#### ABOUT THIS EXERCISE
Copy out, from the data below, each line in which the word "graph" occurs.

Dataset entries
□ □ □ □ □ □ □
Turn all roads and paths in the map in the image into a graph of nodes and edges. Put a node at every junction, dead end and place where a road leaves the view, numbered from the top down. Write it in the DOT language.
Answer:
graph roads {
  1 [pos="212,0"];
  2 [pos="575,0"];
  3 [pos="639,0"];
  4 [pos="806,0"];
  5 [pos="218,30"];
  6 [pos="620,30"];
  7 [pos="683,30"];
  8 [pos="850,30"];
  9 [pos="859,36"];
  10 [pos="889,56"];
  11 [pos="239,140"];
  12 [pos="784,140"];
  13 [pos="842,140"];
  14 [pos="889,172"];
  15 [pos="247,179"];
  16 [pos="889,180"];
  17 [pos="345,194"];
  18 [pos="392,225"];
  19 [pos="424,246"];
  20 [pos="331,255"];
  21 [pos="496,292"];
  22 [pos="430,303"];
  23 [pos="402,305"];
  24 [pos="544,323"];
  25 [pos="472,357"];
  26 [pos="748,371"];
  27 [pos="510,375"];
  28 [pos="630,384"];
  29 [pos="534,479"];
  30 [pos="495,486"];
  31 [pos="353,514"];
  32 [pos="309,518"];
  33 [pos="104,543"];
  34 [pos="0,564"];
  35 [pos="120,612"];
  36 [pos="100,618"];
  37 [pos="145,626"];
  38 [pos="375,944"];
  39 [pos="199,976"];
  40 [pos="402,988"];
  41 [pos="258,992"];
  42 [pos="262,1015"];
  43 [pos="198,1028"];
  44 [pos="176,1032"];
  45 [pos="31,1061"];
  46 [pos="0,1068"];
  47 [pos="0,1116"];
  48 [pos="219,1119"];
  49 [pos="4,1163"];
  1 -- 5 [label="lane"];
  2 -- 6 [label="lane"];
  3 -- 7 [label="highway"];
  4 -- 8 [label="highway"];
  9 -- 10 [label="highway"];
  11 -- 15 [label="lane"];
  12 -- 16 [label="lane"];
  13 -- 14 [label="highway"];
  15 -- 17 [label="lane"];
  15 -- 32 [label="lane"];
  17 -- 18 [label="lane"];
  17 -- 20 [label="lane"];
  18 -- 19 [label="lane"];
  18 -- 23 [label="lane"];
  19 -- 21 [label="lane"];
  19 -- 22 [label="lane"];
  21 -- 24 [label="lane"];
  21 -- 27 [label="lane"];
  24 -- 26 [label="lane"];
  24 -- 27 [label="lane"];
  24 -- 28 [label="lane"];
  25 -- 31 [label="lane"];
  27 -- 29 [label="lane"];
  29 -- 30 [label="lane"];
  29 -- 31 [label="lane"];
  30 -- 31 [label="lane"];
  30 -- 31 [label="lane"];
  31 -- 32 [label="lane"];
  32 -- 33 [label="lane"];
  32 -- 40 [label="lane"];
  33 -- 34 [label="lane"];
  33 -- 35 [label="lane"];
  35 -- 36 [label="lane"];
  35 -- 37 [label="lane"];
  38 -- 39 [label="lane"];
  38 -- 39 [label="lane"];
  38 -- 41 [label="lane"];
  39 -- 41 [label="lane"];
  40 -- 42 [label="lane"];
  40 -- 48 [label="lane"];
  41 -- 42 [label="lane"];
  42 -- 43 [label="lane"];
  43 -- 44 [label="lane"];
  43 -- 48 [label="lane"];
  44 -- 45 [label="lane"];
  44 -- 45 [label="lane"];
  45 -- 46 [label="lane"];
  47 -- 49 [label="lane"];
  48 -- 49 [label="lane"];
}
□ □ □ □ □ □ □
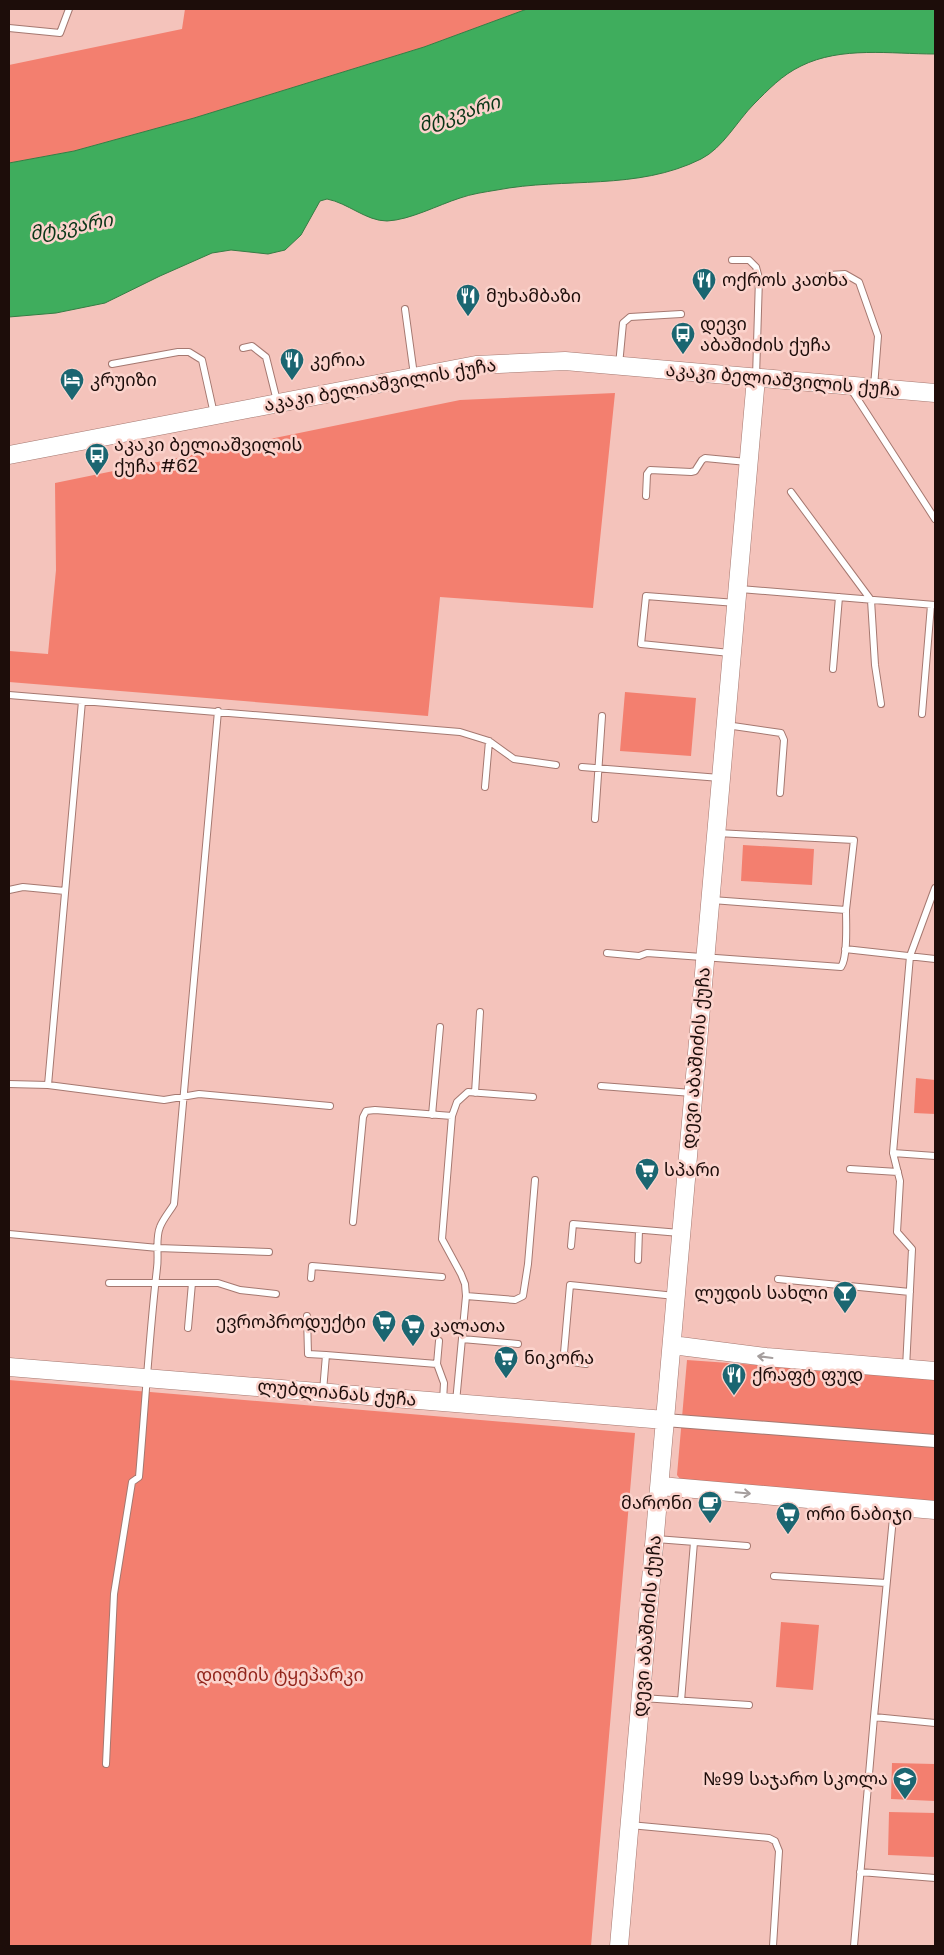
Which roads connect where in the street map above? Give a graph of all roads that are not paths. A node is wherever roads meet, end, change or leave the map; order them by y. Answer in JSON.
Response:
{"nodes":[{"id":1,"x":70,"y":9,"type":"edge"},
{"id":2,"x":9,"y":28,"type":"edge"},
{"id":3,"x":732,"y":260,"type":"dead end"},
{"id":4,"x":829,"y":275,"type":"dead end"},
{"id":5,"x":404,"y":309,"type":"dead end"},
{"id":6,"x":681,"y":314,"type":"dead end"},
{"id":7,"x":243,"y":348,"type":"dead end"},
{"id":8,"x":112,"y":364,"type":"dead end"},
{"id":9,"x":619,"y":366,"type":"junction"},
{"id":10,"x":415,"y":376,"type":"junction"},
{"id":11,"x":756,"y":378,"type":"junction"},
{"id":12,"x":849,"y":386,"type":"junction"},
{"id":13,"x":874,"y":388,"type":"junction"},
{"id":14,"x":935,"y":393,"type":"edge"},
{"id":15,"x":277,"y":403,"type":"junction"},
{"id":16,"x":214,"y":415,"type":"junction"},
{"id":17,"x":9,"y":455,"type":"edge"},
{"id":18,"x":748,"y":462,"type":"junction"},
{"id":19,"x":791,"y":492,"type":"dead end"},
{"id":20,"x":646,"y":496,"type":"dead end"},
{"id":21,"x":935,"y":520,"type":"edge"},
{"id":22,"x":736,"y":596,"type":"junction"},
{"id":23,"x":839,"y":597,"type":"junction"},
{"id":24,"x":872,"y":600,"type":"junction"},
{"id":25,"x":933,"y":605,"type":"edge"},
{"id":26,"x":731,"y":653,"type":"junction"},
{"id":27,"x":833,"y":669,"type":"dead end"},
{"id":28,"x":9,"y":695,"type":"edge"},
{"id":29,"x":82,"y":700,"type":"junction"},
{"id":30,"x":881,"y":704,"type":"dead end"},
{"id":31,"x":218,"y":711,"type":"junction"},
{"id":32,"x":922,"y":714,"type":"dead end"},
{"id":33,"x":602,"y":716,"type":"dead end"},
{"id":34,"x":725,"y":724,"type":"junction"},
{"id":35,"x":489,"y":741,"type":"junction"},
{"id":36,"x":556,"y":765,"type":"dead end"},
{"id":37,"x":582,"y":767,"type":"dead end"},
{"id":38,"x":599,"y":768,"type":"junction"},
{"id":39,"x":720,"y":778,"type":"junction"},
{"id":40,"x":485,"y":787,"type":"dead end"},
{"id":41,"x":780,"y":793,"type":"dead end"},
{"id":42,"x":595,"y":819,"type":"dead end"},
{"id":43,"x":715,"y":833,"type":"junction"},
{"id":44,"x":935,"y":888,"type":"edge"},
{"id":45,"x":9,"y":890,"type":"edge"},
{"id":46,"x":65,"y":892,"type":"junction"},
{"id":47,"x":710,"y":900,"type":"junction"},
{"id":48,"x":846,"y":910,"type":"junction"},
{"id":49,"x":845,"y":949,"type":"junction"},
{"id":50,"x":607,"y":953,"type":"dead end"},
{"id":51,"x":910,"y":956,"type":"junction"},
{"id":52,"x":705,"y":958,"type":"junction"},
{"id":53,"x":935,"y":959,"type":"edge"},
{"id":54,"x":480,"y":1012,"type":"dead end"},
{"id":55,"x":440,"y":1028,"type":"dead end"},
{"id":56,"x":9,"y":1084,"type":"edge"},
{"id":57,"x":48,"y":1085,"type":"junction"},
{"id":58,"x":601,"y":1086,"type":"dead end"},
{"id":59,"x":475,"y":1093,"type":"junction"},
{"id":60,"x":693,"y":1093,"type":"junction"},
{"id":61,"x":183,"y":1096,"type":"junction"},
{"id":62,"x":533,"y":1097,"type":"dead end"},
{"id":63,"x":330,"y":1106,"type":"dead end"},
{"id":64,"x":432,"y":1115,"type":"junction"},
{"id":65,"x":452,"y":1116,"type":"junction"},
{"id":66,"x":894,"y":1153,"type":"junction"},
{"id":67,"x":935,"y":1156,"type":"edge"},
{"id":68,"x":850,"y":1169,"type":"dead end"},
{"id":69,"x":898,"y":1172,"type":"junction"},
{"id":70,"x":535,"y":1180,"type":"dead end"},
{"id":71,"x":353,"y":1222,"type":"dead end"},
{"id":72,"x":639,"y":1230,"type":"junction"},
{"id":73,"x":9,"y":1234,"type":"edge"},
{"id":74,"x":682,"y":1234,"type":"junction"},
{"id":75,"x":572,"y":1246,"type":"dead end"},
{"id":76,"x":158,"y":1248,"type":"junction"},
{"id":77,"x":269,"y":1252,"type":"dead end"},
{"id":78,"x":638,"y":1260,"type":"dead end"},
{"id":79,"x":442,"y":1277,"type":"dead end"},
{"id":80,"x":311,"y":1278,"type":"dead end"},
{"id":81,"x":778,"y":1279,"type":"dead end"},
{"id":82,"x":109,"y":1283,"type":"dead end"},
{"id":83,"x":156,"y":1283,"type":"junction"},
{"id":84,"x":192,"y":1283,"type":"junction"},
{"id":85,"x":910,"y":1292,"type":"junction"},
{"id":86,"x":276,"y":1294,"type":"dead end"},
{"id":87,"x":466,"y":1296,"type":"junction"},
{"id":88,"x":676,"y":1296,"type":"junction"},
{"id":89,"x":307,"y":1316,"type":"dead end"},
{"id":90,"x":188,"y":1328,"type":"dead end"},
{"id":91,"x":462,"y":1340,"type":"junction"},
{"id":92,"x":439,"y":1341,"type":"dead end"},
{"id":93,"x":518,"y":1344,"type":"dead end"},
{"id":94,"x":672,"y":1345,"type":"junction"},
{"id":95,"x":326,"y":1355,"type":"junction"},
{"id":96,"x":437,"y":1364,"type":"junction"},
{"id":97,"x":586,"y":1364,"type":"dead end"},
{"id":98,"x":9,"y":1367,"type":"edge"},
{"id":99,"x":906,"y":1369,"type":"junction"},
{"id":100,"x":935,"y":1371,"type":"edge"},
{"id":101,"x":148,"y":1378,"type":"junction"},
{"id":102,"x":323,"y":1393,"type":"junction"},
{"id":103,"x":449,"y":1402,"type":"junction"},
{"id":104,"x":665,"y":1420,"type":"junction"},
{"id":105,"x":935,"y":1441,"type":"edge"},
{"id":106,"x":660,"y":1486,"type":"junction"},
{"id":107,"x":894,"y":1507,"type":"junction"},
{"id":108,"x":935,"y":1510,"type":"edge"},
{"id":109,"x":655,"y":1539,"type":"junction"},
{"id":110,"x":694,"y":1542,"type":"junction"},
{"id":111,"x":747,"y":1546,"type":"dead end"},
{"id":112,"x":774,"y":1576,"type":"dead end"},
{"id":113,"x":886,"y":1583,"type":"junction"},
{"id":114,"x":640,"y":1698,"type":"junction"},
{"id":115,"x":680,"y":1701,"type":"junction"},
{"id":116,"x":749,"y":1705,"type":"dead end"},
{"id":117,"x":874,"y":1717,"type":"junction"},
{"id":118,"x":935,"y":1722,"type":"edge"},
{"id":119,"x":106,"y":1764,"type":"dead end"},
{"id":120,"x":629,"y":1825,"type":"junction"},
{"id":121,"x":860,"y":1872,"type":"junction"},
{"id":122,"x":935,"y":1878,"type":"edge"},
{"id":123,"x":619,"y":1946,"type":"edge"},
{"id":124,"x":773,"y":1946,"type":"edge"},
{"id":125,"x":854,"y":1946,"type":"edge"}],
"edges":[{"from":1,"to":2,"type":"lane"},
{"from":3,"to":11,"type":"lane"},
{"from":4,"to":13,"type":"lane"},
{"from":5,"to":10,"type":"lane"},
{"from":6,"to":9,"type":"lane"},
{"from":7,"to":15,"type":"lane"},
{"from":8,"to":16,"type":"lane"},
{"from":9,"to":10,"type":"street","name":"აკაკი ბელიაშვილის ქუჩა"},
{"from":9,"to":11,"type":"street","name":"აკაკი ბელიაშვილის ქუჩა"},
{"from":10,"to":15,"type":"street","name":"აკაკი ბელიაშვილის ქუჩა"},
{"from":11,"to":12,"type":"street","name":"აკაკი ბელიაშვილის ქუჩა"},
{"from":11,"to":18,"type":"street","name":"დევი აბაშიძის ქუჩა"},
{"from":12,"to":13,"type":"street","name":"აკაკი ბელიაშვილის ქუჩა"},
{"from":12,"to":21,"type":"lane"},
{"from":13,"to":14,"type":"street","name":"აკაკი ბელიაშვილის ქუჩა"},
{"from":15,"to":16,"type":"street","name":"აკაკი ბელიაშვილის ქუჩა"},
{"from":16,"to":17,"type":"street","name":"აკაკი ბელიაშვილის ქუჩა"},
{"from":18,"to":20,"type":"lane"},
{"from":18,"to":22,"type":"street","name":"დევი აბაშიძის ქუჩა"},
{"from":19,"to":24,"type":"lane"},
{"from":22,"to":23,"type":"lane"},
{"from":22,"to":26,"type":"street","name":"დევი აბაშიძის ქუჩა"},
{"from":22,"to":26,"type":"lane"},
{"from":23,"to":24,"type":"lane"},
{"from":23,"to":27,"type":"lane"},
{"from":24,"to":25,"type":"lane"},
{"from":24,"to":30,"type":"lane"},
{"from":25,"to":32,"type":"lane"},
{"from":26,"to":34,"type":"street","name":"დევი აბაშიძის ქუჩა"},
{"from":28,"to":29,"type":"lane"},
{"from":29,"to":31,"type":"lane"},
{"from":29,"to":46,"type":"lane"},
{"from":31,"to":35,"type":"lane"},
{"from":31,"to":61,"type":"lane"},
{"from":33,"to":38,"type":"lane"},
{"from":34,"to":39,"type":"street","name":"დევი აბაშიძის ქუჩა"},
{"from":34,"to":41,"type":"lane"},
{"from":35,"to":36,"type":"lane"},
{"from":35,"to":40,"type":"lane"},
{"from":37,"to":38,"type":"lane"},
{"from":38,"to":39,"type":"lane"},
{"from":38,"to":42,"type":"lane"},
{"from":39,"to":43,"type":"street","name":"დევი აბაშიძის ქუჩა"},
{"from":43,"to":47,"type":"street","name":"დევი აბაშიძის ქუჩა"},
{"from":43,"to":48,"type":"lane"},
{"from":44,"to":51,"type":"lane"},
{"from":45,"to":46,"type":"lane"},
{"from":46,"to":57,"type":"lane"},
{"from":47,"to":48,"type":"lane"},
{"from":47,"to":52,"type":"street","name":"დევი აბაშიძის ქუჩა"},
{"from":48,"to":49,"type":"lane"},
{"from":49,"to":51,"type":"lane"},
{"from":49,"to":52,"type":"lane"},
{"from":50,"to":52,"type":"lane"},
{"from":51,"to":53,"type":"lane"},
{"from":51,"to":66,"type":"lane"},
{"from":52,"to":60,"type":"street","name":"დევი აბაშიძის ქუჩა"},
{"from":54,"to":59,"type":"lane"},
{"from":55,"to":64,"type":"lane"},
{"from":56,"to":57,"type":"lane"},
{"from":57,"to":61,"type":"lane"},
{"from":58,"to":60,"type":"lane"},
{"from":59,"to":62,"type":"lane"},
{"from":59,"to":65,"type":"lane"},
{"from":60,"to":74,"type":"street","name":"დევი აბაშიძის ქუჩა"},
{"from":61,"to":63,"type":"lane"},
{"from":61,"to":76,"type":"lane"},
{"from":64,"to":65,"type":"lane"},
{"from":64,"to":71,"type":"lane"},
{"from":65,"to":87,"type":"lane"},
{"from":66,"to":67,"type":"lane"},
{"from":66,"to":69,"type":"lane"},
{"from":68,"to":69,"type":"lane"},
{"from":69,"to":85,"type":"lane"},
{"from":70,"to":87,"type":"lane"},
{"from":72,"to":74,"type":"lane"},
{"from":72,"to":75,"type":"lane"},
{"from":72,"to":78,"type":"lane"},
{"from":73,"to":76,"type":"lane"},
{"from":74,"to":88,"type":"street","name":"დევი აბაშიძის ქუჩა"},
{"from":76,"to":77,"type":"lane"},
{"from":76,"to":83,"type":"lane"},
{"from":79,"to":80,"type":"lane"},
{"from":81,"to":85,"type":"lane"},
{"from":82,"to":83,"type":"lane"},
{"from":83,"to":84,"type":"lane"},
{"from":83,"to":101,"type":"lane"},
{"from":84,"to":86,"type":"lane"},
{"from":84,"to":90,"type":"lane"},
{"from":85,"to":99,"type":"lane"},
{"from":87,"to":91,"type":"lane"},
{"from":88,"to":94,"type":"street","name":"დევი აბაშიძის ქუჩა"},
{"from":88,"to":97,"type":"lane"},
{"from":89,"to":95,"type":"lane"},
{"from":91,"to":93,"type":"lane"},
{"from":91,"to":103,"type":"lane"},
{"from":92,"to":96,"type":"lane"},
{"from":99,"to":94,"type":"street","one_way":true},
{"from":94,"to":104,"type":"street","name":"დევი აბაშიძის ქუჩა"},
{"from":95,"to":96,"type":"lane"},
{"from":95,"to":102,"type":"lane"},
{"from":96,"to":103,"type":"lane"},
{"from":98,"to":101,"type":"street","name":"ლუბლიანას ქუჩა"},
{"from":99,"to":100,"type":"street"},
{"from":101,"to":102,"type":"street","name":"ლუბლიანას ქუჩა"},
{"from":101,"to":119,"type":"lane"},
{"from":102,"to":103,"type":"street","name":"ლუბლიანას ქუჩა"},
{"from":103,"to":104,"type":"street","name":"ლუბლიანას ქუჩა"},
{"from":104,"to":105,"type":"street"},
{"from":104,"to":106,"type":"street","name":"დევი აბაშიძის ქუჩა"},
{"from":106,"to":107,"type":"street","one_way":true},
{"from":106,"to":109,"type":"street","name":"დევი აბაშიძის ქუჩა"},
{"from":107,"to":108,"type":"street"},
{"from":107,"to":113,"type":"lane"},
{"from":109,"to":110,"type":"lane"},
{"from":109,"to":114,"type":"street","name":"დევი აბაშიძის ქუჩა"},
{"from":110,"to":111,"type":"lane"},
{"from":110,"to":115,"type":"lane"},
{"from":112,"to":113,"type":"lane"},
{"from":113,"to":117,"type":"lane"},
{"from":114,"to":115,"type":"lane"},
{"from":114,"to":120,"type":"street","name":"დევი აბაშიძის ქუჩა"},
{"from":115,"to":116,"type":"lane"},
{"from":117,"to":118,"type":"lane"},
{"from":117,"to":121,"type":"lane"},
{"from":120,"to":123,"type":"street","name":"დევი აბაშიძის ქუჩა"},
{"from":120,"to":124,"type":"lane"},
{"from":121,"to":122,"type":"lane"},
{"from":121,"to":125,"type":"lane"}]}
□ □ □ □ □ □ □
#### REPLY TO THE TASK
Turn all roads and paths in the map in the image into a graph of nodes and edges. Put a node at every junction, dead end and place where a road leaves the view, numbered from the top down. Write it in the DOT language.
graph roads {
Which roads connect where in the street map above? Give a graph of all roads that are not paths. A node is wherever roads meet, end, change or leave the map; order them by y. Answer in JSON.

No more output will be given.